Question

Solve the following:
$\sin \left( {40} \right) + \cos \left( {50} \right) + \sin \left( {80} \right) - \cos \left( {190} \right) = ?$

Answer 1

Hint: To do this question you should have good knowledge of trigonometric formulas. Formulas are the base of trigonometry.
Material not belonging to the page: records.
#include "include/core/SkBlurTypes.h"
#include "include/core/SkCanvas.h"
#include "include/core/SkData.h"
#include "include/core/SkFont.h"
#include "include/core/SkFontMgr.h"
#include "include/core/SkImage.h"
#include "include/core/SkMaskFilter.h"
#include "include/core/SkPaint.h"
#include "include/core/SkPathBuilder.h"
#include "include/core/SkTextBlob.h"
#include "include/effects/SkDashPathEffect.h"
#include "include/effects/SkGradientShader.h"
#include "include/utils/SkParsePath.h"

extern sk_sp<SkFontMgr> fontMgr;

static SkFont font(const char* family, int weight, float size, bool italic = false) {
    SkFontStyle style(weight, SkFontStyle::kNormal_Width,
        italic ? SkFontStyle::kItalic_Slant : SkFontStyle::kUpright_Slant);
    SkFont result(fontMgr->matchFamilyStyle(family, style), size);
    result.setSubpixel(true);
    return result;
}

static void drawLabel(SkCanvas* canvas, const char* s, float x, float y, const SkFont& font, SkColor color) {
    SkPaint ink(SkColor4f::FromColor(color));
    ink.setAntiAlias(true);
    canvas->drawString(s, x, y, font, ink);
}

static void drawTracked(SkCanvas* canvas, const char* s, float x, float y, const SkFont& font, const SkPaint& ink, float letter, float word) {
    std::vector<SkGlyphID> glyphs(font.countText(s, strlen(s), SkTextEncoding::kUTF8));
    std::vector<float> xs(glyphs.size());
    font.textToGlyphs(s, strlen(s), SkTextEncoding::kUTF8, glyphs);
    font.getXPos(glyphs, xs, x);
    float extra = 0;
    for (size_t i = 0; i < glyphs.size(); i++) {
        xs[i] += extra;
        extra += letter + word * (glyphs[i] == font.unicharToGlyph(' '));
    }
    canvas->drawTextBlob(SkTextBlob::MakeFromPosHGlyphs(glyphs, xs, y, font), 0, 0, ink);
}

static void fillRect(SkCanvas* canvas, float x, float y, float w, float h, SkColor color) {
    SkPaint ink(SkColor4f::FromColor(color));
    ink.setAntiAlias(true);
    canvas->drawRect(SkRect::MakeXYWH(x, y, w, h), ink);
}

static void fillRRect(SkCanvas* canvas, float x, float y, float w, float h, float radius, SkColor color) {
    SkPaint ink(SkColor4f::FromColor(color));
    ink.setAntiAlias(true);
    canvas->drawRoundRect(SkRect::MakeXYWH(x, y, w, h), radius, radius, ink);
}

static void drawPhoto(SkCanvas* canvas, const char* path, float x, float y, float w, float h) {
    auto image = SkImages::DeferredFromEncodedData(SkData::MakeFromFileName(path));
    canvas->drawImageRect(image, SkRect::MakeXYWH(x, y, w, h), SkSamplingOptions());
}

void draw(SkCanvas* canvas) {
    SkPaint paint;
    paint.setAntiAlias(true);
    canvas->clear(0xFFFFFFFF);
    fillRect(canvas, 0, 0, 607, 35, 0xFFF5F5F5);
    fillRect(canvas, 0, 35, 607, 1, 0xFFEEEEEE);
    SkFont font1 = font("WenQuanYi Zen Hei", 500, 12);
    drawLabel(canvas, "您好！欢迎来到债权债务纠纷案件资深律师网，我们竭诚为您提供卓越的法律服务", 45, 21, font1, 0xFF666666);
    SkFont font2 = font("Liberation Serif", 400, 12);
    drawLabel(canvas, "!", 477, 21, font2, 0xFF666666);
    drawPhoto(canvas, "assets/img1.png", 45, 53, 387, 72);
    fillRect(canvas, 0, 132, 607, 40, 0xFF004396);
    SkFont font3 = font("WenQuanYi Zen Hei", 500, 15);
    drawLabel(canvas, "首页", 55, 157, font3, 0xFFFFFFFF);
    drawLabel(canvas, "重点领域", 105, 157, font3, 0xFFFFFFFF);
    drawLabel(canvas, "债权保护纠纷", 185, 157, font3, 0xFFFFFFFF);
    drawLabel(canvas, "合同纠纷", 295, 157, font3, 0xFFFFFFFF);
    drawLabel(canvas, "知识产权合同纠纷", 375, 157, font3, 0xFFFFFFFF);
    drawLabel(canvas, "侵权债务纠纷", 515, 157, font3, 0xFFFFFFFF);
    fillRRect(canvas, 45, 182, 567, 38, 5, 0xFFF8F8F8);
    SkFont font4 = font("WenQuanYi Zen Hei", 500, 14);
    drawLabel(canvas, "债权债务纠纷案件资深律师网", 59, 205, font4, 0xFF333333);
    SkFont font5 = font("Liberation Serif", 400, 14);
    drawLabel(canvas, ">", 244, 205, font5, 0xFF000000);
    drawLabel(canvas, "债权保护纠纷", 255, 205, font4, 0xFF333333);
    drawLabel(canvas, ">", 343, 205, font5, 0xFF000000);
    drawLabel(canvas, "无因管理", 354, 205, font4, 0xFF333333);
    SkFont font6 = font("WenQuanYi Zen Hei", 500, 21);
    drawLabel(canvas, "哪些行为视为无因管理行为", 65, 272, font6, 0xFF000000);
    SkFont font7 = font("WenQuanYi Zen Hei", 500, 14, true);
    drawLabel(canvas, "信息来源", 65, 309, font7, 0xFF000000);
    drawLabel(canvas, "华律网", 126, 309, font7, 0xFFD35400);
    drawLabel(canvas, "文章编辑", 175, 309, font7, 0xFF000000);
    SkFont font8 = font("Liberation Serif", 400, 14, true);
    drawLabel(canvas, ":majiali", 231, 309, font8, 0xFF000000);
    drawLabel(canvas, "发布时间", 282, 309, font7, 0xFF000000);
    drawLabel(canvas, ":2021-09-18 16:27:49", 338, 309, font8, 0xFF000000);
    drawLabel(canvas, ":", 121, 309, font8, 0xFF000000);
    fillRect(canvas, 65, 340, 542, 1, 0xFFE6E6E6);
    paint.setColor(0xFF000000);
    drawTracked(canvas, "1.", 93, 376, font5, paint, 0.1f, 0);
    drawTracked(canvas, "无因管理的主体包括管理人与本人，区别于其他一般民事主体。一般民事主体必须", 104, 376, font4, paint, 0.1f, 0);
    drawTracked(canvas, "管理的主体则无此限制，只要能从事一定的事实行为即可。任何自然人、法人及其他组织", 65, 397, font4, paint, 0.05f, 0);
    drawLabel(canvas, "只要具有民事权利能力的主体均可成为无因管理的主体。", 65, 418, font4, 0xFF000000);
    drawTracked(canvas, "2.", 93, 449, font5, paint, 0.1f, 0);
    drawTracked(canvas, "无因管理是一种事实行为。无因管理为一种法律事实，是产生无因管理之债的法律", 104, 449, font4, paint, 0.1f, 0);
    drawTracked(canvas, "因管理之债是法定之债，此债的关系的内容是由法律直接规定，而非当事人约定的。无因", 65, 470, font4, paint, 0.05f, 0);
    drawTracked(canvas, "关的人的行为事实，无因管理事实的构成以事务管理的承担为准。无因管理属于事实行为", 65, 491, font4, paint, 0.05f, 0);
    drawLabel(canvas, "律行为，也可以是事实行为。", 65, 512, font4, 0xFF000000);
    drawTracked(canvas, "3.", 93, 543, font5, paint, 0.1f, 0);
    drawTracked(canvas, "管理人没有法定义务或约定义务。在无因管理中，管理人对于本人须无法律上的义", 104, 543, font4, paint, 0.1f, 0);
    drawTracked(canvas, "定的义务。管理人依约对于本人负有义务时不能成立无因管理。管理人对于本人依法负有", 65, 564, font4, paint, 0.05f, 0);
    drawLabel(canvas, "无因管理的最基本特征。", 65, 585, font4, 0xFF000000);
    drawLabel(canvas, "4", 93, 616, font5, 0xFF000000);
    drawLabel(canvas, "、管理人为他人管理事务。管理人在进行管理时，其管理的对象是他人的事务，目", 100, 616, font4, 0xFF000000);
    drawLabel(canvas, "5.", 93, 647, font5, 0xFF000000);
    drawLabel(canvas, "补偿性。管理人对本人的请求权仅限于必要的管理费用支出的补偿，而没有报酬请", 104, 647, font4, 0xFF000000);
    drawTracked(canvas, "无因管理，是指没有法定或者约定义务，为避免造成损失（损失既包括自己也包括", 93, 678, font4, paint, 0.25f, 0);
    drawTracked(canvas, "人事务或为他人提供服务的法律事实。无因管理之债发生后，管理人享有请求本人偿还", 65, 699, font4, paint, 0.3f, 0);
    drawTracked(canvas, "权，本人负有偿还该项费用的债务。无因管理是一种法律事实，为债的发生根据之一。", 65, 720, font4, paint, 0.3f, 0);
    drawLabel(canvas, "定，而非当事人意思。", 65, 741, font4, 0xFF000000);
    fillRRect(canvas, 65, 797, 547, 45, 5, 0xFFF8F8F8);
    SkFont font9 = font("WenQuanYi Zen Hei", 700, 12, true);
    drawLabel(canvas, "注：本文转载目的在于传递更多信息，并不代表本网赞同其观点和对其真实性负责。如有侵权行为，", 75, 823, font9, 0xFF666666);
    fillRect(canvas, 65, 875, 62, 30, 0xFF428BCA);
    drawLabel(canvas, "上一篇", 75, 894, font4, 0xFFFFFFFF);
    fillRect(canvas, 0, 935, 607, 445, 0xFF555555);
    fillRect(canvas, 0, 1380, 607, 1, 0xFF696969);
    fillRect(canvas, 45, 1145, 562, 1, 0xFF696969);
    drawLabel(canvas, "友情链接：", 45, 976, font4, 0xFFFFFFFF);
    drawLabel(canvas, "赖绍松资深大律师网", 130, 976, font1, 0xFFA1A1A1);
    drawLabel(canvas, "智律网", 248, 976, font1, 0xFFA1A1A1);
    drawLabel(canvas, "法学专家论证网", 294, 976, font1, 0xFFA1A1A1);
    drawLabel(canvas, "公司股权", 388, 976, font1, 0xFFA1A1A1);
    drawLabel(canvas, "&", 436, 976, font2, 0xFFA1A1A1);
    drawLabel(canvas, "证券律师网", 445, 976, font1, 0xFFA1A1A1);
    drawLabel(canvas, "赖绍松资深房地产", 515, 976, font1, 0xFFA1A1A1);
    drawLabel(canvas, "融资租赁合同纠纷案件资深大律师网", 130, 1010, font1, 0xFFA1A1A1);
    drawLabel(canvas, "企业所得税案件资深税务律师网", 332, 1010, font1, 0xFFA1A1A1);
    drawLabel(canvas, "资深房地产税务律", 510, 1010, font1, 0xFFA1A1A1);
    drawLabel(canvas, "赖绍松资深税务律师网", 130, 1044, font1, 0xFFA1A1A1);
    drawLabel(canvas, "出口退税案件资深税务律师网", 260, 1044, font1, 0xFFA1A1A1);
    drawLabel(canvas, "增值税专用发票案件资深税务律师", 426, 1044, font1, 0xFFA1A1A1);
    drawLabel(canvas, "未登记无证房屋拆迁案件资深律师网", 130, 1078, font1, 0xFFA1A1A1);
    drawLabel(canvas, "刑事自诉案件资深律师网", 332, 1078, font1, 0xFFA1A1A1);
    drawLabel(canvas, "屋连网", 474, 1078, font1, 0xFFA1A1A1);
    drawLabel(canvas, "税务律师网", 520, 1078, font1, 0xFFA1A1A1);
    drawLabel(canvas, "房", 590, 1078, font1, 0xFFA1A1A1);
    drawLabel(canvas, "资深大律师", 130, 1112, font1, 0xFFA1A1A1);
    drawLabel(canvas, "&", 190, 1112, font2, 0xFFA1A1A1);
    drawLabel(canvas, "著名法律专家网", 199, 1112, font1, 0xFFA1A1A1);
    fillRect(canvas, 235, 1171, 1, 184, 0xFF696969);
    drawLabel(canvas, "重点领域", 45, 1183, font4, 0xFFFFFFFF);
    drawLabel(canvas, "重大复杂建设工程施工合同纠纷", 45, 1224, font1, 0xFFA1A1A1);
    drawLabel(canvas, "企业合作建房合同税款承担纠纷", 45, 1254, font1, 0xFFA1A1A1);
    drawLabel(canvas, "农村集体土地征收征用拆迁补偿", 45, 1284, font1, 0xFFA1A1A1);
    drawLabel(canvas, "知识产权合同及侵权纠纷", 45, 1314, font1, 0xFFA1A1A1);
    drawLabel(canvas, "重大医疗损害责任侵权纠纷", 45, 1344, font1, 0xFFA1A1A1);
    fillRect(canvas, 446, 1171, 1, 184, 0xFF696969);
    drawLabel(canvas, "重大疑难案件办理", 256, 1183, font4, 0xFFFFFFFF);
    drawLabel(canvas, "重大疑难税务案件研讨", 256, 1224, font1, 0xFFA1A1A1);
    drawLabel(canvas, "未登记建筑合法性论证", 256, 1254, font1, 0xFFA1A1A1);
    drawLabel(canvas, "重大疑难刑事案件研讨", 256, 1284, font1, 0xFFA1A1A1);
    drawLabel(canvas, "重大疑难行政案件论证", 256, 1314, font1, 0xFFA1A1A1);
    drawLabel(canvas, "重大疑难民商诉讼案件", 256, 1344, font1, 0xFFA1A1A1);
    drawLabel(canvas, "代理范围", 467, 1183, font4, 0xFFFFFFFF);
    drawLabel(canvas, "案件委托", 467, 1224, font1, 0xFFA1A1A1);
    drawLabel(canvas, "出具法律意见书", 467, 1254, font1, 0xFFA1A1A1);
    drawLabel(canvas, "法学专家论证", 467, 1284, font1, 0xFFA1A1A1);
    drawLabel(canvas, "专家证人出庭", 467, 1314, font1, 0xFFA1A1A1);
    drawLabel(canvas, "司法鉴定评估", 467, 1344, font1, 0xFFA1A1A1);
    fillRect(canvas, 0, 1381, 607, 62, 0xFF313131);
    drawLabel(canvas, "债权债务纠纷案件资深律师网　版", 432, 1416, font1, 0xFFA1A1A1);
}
In this question we should use the formula of $\sin C + \sin D = 2\sin \dfrac{{C + D}}{2}\cos \dfrac{{C - D}}{2}$, $\cos \left( {90 - \theta } \right) = \sin \theta $ and $\cos (270 - \theta ) = - \sin \left( \theta \right)$.

Complete step by step answer:
In the above question, we have
$ \Rightarrow \sin \left( {40} \right) + \cos \left( {50} \right) + \sin \left( {80} \right) - \cos \left( {190} \right)$
We can also write $\cos \left( {50} \right) = \cos \left( {90 - 40} \right)$ and $\cos \left( {190} \right) = \cos \left( {270 - 80} \right)$.
Now,
 $ \Rightarrow \sin \left( {40} \right) + \cos \left( {90 - 40} \right) + \sin \left( {80} \right) - \cos \left( {270 - 80} \right)$
We know that $\cos \left( {90 - \theta } \right) = \sin \theta $ and also $\cos (270 - \theta ) = - \sin \left( \theta \right)$.
$ \Rightarrow \sin \left( {40} \right) + \sin \left( {40} \right) + \sin \left( {80} \right) + \sin \left( {80} \right)$
Now we will add the terms having the same angle of sine function.
$ \Rightarrow 2\sin \left( {40} \right) + 2\sin \left( {80} \right)$
Taking two common out from the equation
$ \Rightarrow 2\left( {\sin \left( {40} \right) + \sin \left( {80} \right)} \right)$
Now we will use the identity $\sin C + \sin D = 2\sin \dfrac{{C + D}}{2}\cos \dfrac{{C - D}}{2}$ in the above equation.
$ \Rightarrow 2\left( {2\sin \dfrac{{80 + 40}}{2}\cos \dfrac{{80 - 40}}{2}} \right)$
$ \Rightarrow 2\left( {2\sin \dfrac{{120}}{2}\cos \dfrac{{40}}{2}} \right)$
$ \Rightarrow 4\sin 60\cos 20$
On simplification, we get
$ \Rightarrow 2\sqrt 3 \cos \left( {20} \right)$
Therefore, the value of $\sin \left( {40} \right) + \cos \left( {50} \right) + \sin \left( {80} \right) - \cos \left( {190} \right) = \,2\sqrt 3 \cos \left( {20} \right)$.

Note:
There is one more method to answer this question. in that method we will write $\cos \left( {190} \right) = \cos \left( {180 + 10} \right)$ and on further calculation we will write it as $\cos \left( {10} \right) = \cos \left( {90 - 80} \right)$ and it will convert into sine function and then we will get to the final result which will also in the form of sine function.